▸ What needs to be done: The only acceptable output is every entry, printed exactly.

▸ Given records:

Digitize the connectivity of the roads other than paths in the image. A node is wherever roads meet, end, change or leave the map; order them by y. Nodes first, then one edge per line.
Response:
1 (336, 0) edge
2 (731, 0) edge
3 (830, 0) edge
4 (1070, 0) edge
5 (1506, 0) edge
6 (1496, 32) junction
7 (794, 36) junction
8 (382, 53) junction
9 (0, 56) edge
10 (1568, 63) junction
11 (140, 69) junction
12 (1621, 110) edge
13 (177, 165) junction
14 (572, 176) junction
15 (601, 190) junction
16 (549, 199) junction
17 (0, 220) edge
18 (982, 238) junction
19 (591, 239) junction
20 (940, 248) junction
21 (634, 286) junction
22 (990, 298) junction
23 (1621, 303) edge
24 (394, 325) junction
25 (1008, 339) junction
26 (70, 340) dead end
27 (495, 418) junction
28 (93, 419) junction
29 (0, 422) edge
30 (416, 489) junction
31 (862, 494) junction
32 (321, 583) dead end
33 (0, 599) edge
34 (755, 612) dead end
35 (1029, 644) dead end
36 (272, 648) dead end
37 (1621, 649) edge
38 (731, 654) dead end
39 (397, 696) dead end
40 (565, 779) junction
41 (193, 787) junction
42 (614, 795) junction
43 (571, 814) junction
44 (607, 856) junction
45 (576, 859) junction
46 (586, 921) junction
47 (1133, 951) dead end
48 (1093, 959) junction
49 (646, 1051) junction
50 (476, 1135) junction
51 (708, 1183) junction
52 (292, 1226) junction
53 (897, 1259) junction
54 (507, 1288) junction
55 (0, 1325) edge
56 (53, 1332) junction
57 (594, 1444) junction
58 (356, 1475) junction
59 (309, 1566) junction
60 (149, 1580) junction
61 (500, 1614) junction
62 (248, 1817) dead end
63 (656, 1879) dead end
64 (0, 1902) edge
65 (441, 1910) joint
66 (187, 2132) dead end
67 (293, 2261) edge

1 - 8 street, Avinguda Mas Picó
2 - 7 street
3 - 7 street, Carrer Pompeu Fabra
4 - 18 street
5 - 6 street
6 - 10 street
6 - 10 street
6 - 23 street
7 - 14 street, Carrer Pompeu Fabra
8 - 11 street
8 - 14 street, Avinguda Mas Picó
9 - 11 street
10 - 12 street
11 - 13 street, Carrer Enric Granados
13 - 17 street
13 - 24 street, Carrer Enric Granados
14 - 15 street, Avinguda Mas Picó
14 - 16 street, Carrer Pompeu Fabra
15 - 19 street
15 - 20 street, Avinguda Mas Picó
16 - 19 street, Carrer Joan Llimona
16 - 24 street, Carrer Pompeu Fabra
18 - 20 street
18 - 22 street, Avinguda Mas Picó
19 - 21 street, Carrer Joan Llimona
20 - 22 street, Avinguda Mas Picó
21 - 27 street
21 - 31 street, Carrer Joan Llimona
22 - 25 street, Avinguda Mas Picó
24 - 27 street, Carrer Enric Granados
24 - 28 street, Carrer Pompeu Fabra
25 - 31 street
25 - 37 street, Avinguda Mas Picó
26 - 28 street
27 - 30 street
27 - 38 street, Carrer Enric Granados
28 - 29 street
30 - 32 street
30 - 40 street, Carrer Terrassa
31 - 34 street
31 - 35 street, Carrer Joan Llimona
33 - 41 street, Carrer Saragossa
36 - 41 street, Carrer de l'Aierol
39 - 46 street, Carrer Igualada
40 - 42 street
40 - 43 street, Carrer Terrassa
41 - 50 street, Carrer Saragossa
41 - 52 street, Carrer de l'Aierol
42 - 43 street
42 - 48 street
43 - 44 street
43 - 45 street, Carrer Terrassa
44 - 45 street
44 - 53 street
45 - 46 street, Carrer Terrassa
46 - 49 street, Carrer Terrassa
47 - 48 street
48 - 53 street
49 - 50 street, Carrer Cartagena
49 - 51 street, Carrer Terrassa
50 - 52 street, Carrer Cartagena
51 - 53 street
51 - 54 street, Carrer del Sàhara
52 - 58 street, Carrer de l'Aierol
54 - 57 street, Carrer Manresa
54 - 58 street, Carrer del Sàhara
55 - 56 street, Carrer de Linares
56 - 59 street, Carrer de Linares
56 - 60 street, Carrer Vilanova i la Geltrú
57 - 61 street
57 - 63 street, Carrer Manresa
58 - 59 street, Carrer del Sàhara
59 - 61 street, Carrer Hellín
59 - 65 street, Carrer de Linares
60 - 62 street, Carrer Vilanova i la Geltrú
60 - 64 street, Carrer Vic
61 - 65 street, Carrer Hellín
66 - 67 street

▸ Solution:
Digitize the connectivity of the roads other than paths in the image. A node is wherever roads meet, end, change or leave the map; order them by y. Nodes first, then one edge per line.
Response:
1 (336, 0) edge
2 (731, 0) edge
3 (830, 0) edge
4 (1070, 0) edge
5 (1506, 0) edge
6 (1496, 32) junction
7 (794, 36) junction
8 (382, 53) junction
9 (0, 56) edge
10 (1568, 63) junction
11 (140, 69) junction
12 (1621, 110) edge
13 (177, 165) junction
14 (572, 176) junction
15 (601, 190) junction
16 (549, 199) junction
17 (0, 220) edge
18 (982, 238) junction
19 (591, 239) junction
20 (940, 248) junction
21 (634, 286) junction
22 (990, 298) junction
23 (1621, 303) edge
24 (394, 325) junction
25 (1008, 339) junction
26 (70, 340) dead end
27 (495, 418) junction
28 (93, 419) junction
29 (0, 422) edge
30 (416, 489) junction
31 (862, 494) junction
32 (321, 583) dead end
33 (0, 599) edge
34 (755, 612) dead end
35 (1029, 644) dead end
36 (272, 648) dead end
37 (1621, 649) edge
38 (731, 654) dead end
39 (397, 696) dead end
40 (565, 779) junction
41 (193, 787) junction
42 (614, 795) junction
43 (571, 814) junction
44 (607, 856) junction
45 (576, 859) junction
46 (586, 921) junction
47 (1133, 951) dead end
48 (1093, 959) junction
49 (646, 1051) junction
50 (476, 1135) junction
51 (708, 1183) junction
52 (292, 1226) junction
53 (897, 1259) junction
54 (507, 1288) junction
55 (0, 1325) edge
56 (53, 1332) junction
57 (594, 1444) junction
58 (356, 1475) junction
59 (309, 1566) junction
60 (149, 1580) junction
61 (500, 1614) junction
62 (248, 1817) dead end
63 (656, 1879) dead end
64 (0, 1902) edge
65 (441, 1910) joint
66 (187, 2132) dead end
67 (293, 2261) edge

1 - 8 street, Avinguda Mas Picó
2 - 7 street
3 - 7 street, Carrer Pompeu Fabra
4 - 18 street
5 - 6 street
6 - 10 street
6 - 10 street
6 - 23 street
7 - 14 street, Carrer Pompeu Fabra
8 - 11 street
8 - 14 street, Avinguda Mas Picó
9 - 11 street
10 - 12 street
11 - 13 street, Carrer Enric Granados
13 - 17 street
13 - 24 street, Carrer Enric Granados
14 - 15 street, Avinguda Mas Picó
14 - 16 street, Carrer Pompeu Fabra
15 - 19 street
15 - 20 street, Avinguda Mas Picó
16 - 19 street, Carrer Joan Llimona
16 - 24 street, Carrer Pompeu Fabra
18 - 20 street
18 - 22 street, Avinguda Mas Picó
19 - 21 street, Carrer Joan Llimona
20 - 22 street, Avinguda Mas Picó
21 - 27 street
21 - 31 street, Carrer Joan Llimona
22 - 25 street, Avinguda Mas Picó
24 - 27 street, Carrer Enric Granados
24 - 28 street, Carrer Pompeu Fabra
25 - 31 street
25 - 37 street, Avinguda Mas Picó
26 - 28 street
27 - 30 street
27 - 38 street, Carrer Enric Granados
28 - 29 street
30 - 32 street
30 - 40 street, Carrer Terrassa
31 - 34 street
31 - 35 street, Carrer Joan Llimona
33 - 41 street, Carrer Saragossa
36 - 41 street, Carrer de l'Aierol
39 - 46 street, Carrer Igualada
40 - 42 street
40 - 43 street, Carrer Terrassa
41 - 50 street, Carrer Saragossa
41 - 52 street, Carrer de l'Aierol
42 - 43 street
42 - 48 street
43 - 44 street
43 - 45 street, Carrer Terrassa
44 - 45 street
44 - 53 street
45 - 46 street, Carrer Terrassa
46 - 49 street, Carrer Terrassa
47 - 48 street
48 - 53 street
49 - 50 street, Carrer Cartagena
49 - 51 street, Carrer Terrassa
50 - 52 street, Carrer Cartagena
51 - 53 street
51 - 54 street, Carrer del Sàhara
52 - 58 street, Carrer de l'Aierol
54 - 57 street, Carrer Manresa
54 - 58 street, Carrer del Sàhara
55 - 56 street, Carrer de Linares
56 - 59 street, Carrer de Linares
56 - 60 street, Carrer Vilanova i la Geltrú
57 - 61 street
57 - 63 street, Carrer Manresa
58 - 59 street, Carrer del Sàhara
59 - 61 street, Carrer Hellín
59 - 65 street, Carrer de Linares
60 - 62 street, Carrer Vilanova i la Geltrú
60 - 64 street, Carrer Vic
61 - 65 street, Carrer Hellín
66 - 67 street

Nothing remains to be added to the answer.